Speedy Chicken Piccata Skillet — Bright, Buttery, Done in 25 Minutes
Fancy-tasting dinner from pantry staples in 25 minutes flat.
It's 6 PM, you're exhausted, and you want something that feels like a real dinner — not sad toast. This is your answer. Chicken piccata sounds impressive but it's genuinely fast: thin cutlets cook in about 4 minutes per side, and the sauce comes together while you pour yourself a drink. The lemon and capers do all the heavy lifting on flavor, so even a mediocre cook will look like they tried. Expect a light, bright, slightly tangy sauce over juicy chicken. It won't fill the house with smoke, and cleanup is one pan.
Ingredients
- 2 unit boneless skinless chicken breasts — pounded or sliced thin to about 1/2 inch
- 0.5 tsp kosher salt
- 0.25 tsp black pepper
- 0.33 cup all-purpose flour — for dredging
- 2 tbsp olive oil
- 3 tbsp unsalted butter — divided
- 3 unit garlic cloves — thinly sliced
- 0.5 cup low-sodium chicken broth
- 3 tbsp fresh lemon juice — about 1 large lemon
- 2 tbsp capers — drained
- 2 tbsp fresh parsley — roughly chopped, for serving
- 1 unit lemon — cut into wedges for serving
Method
- 1 Pat the chicken dry with paper towels. Season both sides with salt and pepper. Spread the flour on a plate and dredge each cutlet, shaking off any excess.

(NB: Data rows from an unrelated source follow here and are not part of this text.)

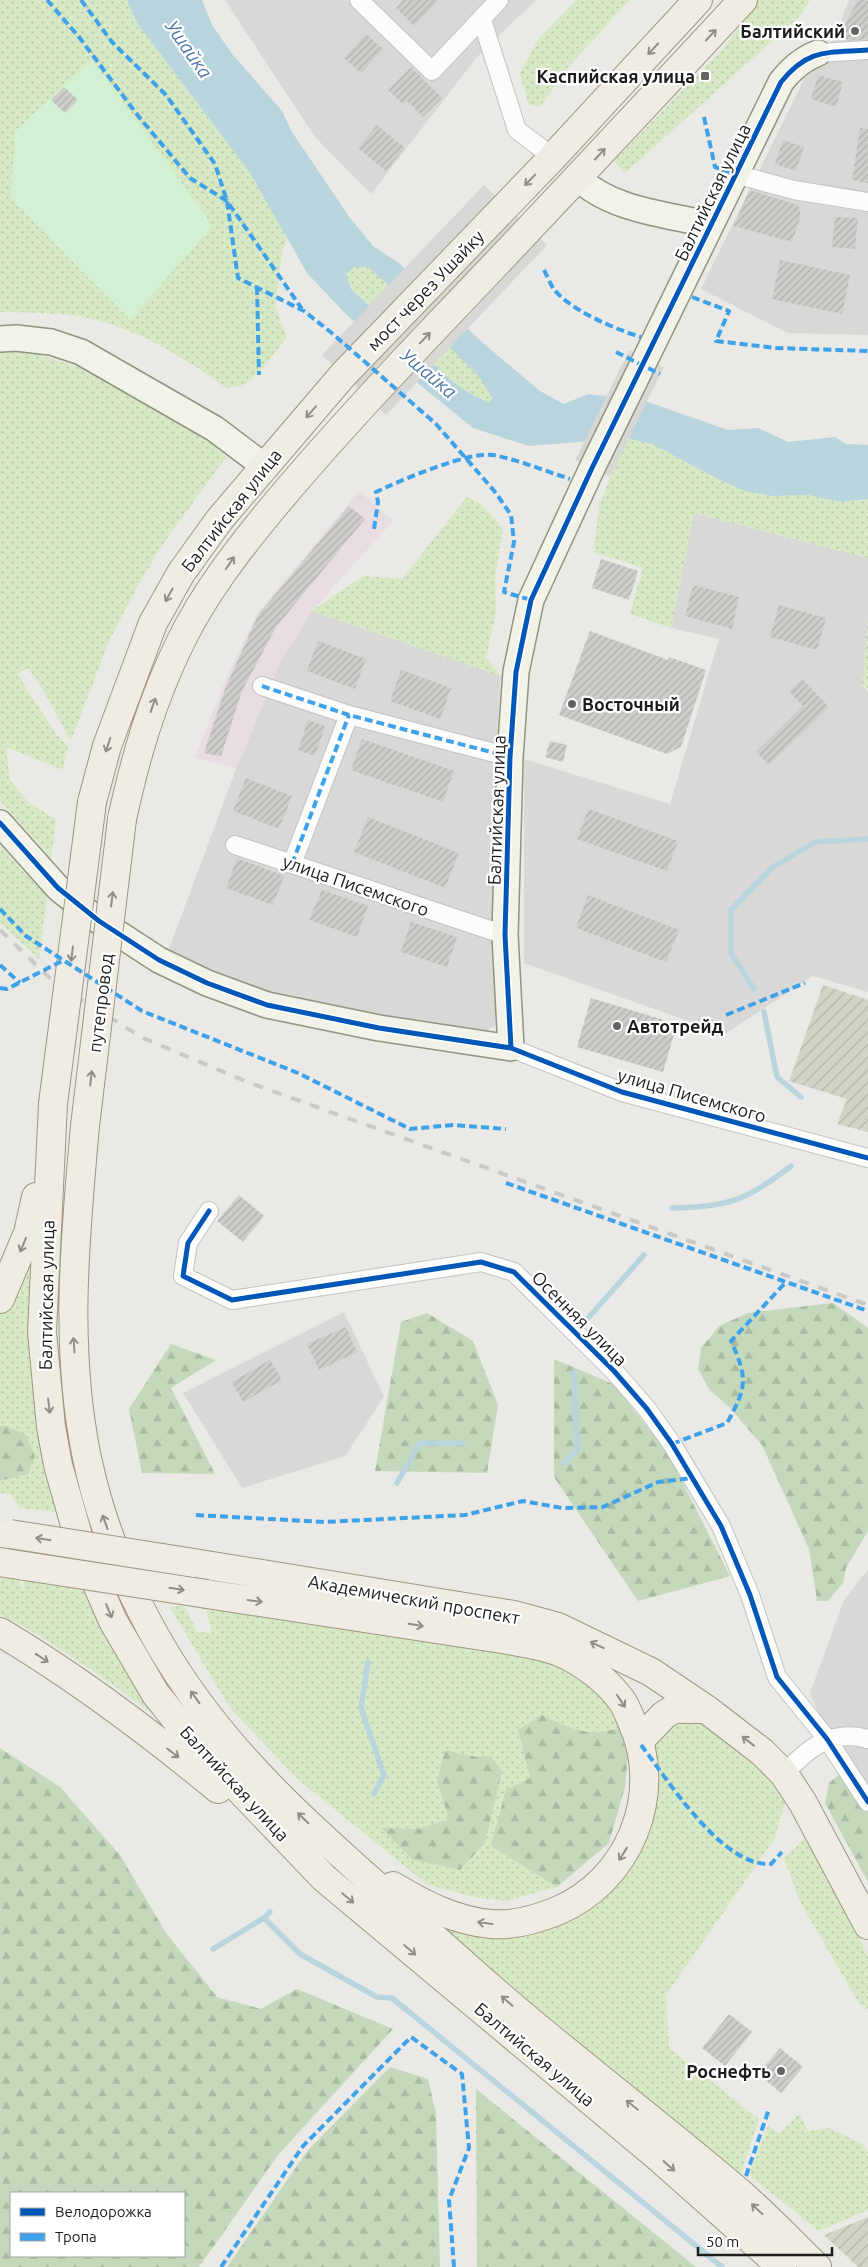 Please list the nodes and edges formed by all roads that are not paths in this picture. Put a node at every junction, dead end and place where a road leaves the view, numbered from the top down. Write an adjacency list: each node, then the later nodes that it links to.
1 (358, 0): 5 (street)
2 (500, 0): 5 (street)
3 (698, 0): 8 (main road, one-way to 8)
4 (743, 0): 10 (main road, one-way to 4)
5 (482, 20): 8 (street)
6 (868, 50): 7 (street)
7 (818, 53): 9 (street, Балтийская улица)
8 (553, 157): 14 (main road, мост через Ушайку, one-way to 14)
9 (735, 174): 11 (street); 12 (street, Балтийская улица)
10 (578, 178): 12 (street); 15 (main road, мост через Ушайку, one-way to 10)
11 (868, 202)
12 (710, 225): 19 (street, Балтийская улица)
13 (0, 339): 16 (street)
14 (343, 375): 16 (main road, Балтийская улица, one-way to 16)
15 (368, 399): 21 (main road, Балтийская улица, one-way to 15)
16 (264, 466): 20 (main road, Балтийская улица, one-way to 20)
17 (262, 686): 18 (street)
18 (349, 715): 19 (street); 24 (street)
19 (510, 756): 25 (street, Балтийская улица)
20 (92, 802): 27 (main road, путепровод, one-way to 27, bridge)
21 (122, 819): 28 (main road, путепровод, one-way to 21, bridge)
22 (0, 823): 26 (street)
23 (235, 845): 24 (street, улица Писемского)
24 (292, 864): 25 (street, улица Писемского)
25 (505, 935): 26 (street, Балтийская улица)
26 (511, 1048): 29 (street, улица Писемского)
27 (52, 1117): 31 (main road, one-way to 31); 42 (main road, Балтийская улица, one-way to 42)
28 (85, 1126): 41 (main road, Балтийская улица, one-way to 28)
29 (868, 1158)
30 (210, 1211): 36 (street, Осенняя улица)
31 (0, 1299)
32 (5, 1533): 35 (main road, Академический проспект, one-way to 32, bridge)
33 (12, 1564): 38 (main road, Академический проспект, one-way to 38, bridge)
34 (0, 1632): 42 (main road, one-way to 42)
35 (706, 1709): 38 (main road); 39 (main road, Академический проспект, one-way to 35)
36 (827, 1739): 37 (street); 39 (street); 40 (street)
37 (868, 1739)
38 (640, 1740): 41 (main road, one-way to 41)
39 (784, 1774): 43 (main road)
40 (868, 1802)
41 (338, 1852): 45 (main road, Балтийская улица, one-way to 41)
42 (324, 1878): 44 (main road, Балтийская улица, one-way to 44)
43 (868, 1926)
44 (782, 2267)
45 (817, 2267) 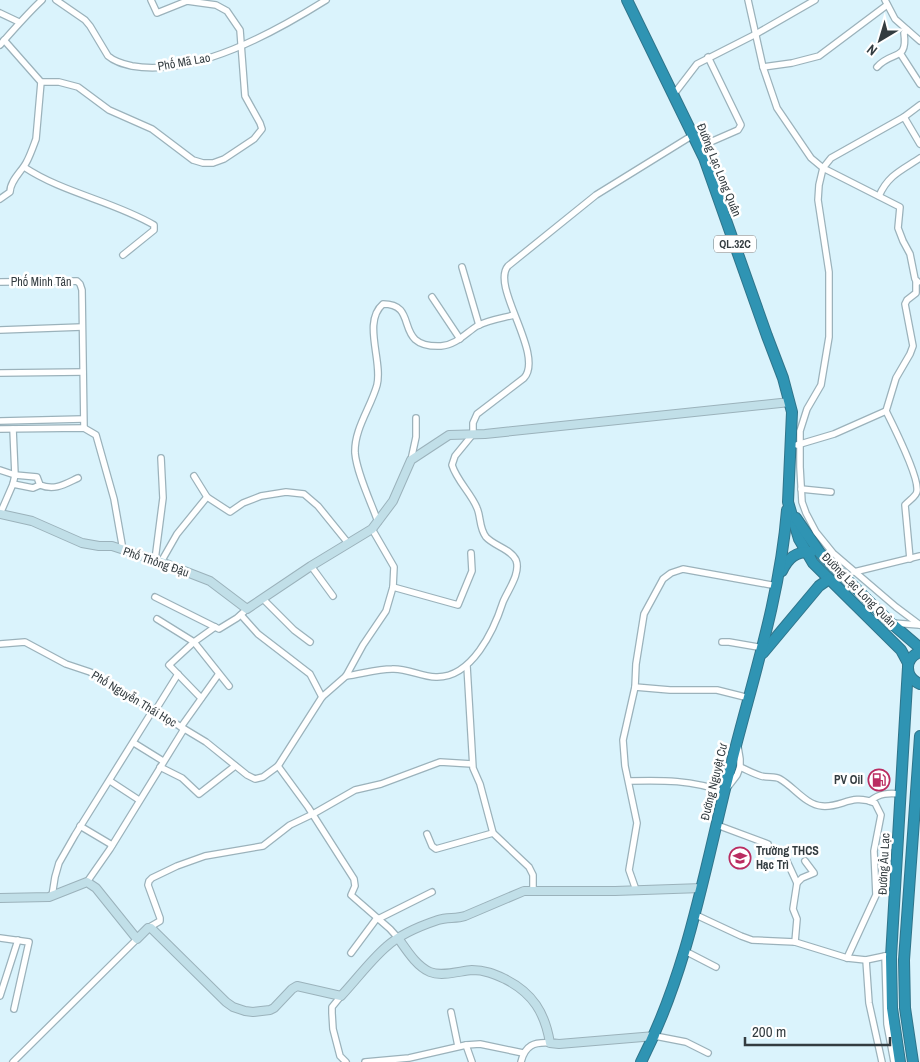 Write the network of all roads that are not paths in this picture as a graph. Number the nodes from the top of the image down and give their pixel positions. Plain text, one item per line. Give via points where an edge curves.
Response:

- 2 Heat olive oil and 1 tbsp of the butter in a large skillet over medium-high heat until the butter foams and starts to subside.
- 3 Add the chicken cutlets in a single layer. Cook without moving them for 3–4 minutes until golden brown. Flip and cook another 3–4 minutes until cooked through (internal temp 165°F). Transfer to a plate and tent loosely with foil.
- 4 Reduce heat to medium. Add the sliced garlic to the same skillet and cook, stirring, for about 45 seconds until fragrant and just starting to turn golden — don't let it burn.
- 5 Pour in the chicken broth and lemon juice, scraping up any browned bits from the bottom of the pan. Let it simmer for 2–3 minutes until slightly reduced.
- 6 Stir in the capers and the remaining 2 tbsp of butter, swirling the pan until the butter melts and the sauce looks glossy.
- 7 Return the chicken to the skillet, spoon the sauce over the top, and let it warm through for 1 minute.
- 8 Plate the chicken, pour all the sauce over it, scatter parsley on top, and serve with lemon wedges.
Variations
- Vegetarian Swap — Use thick slices of extra-firm tofu (pressed and patted dry) or large portobello mushroom caps in place of chicken. Dredge and sear the same way — the lemon-caper sauce works beautifully on both.
- Even Faster (10 Minutes) — Buy pre-sliced chicken cutlets from the meat counter so there's zero prep pounding. Skip the flour dredge entirely for a thinner, lighter sauce — just sear the seasoned cutlets and build the sauce as written.
- No Capers — Swap capers for a handful of sliced green olives or a tablespoon of finely chopped dill pickles — both give you the same briny punch without a special trip to the store.
Notes
Thin cutlets are the key to speed here — if your store only has thick breasts, slice them horizontally or pound them between plastic wrap. Bottled lemon juice works in a pinch but fresh is noticeably better. Serve over pasta, rice, or with crusty bread to catch the sauce. Leftovers reheat okay in a skillet with a splash of broth over low heat; the microwave tends to toughen the chicken.
Equipment that helps
- Large stainless steel or cast iron skillet — Stainless or cast iron builds better fond (those browned bits) than nonstick, which makes the pan sauce dramatically more flavorful.
- Meat mallet or rolling pin — Pounding the chicken to an even thickness is the single biggest time-saver — it cuts cook time in half and prevents dry edges.